Bad Budget Trends Must Be Reversed

Government spending has gradually risen for decades, until it suddenly exploded during Gov. Ed Rendell’s tenure. After the profligacy of the Rendell years, spending growth stabilized, but it’s still on an unsustainable upward trend.

To help control the growth of spending, lawmakers can adopt annual spending caps consistent with the principles of the Taxpayer Protection Act (TPA). The TPA limits spending increases to inflation plus population growth to achieve four goals: limiting the future growth of state government spending, forcing state government to prioritize spending, helping to balance the budget during economic recessions, and providing tax relief for working families.

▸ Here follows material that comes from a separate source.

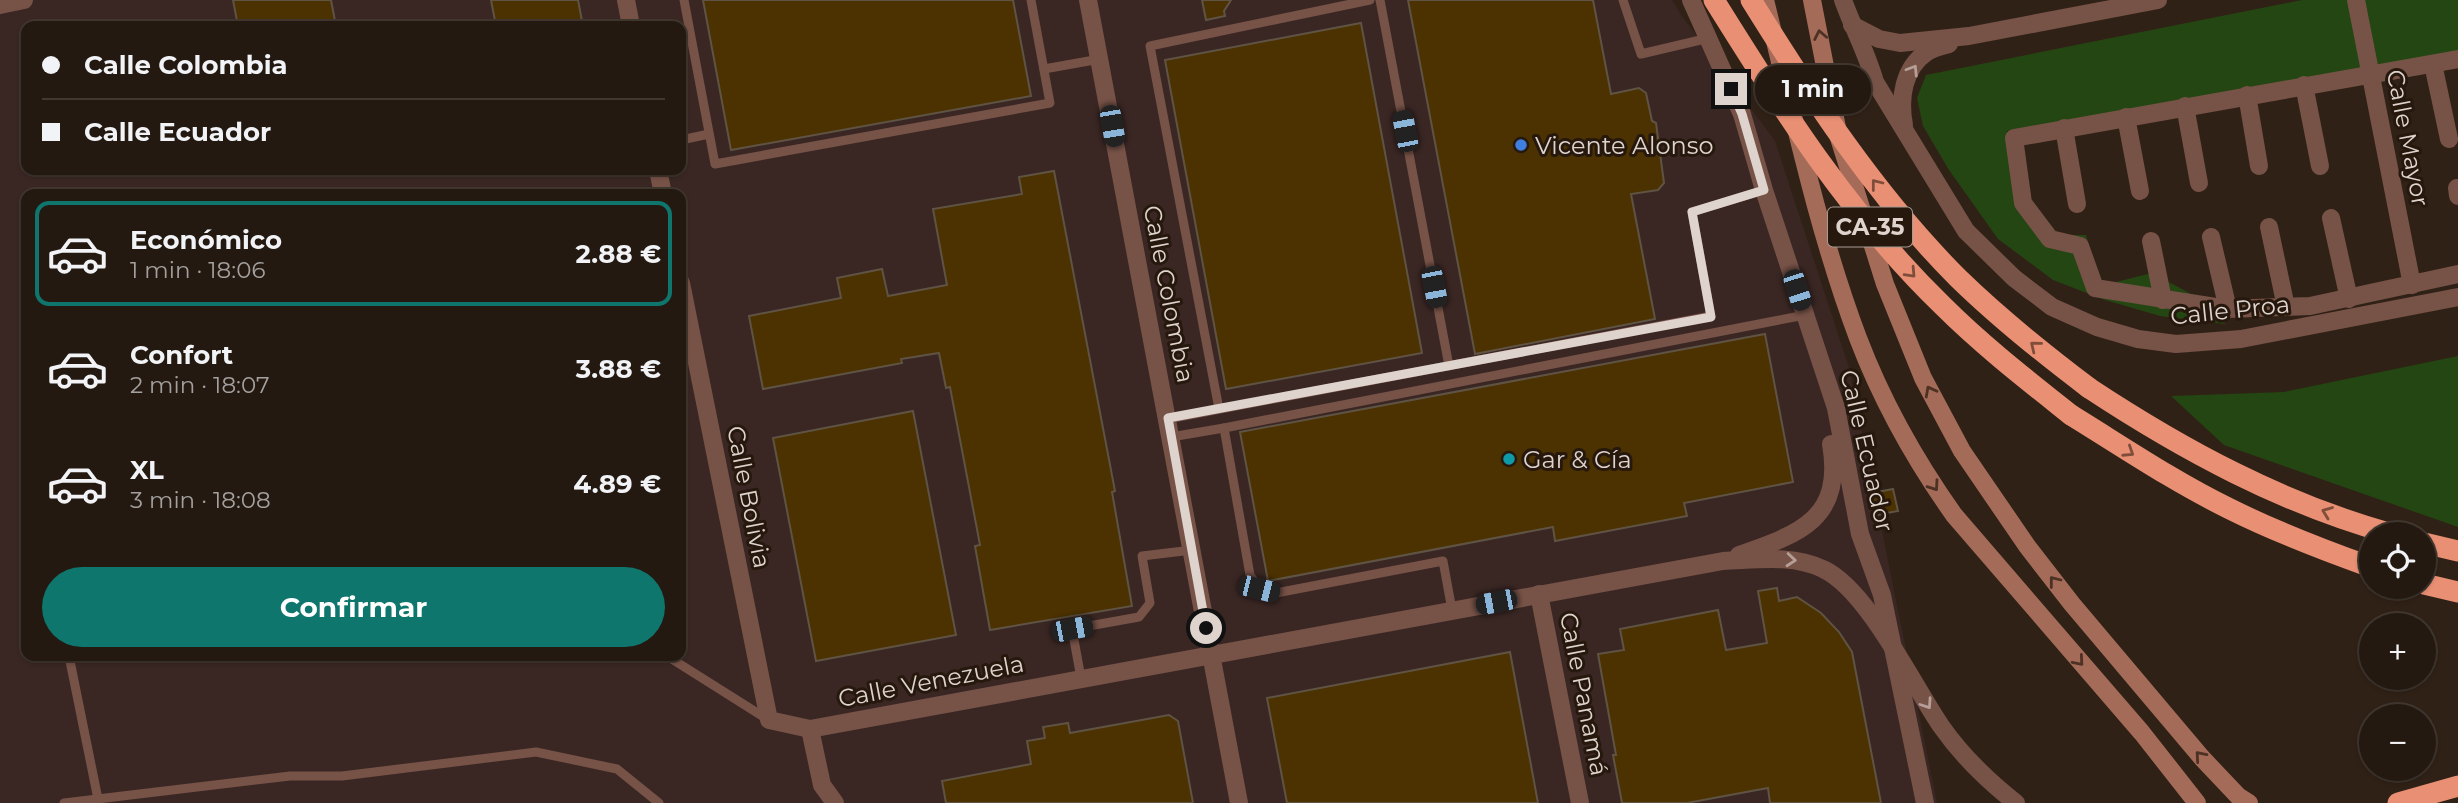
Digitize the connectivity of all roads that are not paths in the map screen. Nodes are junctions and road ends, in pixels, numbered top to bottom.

If lawmakers limited spending increases to the TPA index over the last 26 years, they would have saved taxpayers more than $3.58 billion or $1,119 per family of four.

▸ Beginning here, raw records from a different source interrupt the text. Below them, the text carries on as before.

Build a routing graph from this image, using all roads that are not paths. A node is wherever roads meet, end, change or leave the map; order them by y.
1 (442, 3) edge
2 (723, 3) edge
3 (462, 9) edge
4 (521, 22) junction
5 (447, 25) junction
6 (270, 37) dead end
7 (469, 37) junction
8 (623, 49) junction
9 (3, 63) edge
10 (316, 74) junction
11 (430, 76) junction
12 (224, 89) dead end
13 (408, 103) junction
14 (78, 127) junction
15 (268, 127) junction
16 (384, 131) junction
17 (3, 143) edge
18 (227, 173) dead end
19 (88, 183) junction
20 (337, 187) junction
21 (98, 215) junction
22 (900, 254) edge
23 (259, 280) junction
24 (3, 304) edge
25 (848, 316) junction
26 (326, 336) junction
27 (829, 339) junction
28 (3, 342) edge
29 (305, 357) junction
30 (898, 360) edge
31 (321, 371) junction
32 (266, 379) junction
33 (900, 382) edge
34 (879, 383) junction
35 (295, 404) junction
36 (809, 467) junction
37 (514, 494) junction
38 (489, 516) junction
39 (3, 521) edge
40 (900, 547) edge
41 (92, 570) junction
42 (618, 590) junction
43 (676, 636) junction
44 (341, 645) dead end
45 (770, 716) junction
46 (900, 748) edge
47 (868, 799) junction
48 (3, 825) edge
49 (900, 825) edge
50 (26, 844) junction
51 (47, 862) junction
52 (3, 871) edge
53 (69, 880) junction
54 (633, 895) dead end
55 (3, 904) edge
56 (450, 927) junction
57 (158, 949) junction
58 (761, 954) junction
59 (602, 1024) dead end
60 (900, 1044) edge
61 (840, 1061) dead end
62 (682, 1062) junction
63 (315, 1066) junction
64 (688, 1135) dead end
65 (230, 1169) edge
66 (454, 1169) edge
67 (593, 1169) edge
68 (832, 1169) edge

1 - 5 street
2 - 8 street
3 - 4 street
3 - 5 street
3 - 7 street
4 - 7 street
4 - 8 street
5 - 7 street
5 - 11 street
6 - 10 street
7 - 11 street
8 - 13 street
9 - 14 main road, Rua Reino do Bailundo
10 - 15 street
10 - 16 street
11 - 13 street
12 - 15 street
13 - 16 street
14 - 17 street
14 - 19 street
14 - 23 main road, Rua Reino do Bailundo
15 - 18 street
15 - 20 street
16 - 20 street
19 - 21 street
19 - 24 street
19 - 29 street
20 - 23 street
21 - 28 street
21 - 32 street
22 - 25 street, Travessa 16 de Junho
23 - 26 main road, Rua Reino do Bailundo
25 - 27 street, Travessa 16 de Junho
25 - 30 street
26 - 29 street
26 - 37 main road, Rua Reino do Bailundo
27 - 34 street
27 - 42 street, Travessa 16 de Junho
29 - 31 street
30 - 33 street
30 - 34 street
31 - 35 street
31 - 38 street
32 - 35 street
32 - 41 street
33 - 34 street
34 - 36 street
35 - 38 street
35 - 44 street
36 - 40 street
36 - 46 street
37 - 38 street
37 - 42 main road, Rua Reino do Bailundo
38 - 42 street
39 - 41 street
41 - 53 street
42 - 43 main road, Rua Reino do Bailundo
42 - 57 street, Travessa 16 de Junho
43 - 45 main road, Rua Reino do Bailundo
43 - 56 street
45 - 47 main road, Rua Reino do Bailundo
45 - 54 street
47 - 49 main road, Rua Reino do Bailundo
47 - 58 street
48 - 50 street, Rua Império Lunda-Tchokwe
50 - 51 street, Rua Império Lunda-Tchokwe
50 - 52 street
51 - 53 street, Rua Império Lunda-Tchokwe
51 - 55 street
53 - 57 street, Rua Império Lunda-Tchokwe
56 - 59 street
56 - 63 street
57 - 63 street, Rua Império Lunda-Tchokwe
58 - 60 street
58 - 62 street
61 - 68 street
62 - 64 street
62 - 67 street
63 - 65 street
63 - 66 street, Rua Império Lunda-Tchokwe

The most recent budget came in under the TPA limit after adjusting spending to reflect transfers and payment delays. This represents an improvement over prior proposals, but the underlying causes of rising state spending remain.

2015-16 Budget vs TPA (Amounts in Millions)
Inflation + Population Growth (TPA Index) 1.71%
 
2015-16 Budget $30,031
Amount Over TPA $486
Amount Over TPA + Adjusted Baseline ($239)

The Independent Fiscal Office estimates the Department of Human Services (DHS) alone will grow its budget by $835 million in 2016-17. In contrast, the TPA index would allow for a $306 million spending increase. It's clear state spending is on a dangerous trajectory when just one department's budget threatens to push spending over the TPA limit.

The surge in spending isn’t limited to DHS. Pension costs are inflating agency budgets across state government. If we fail to enact structural spending reforms, Pennsylvanians can expect to see higher taxes and slower economic growth for years to come.

To stave off a debilitating fiscal crisis, CF has proposed a variety of reforms to stem the tide of government spending. Here are just five:

1. Eliminate corporate welfare.
2. Improve the state’s welfare system.
3. Reduce public employee compensation inequality.
4. Reform pensions by moving new employees to a defined contribution plan.
5. Eliminate costly state mandates like prevailing wage.

These ideas would save hundreds of millions of dollars and slow spending to prevent harmful tax increases on working people.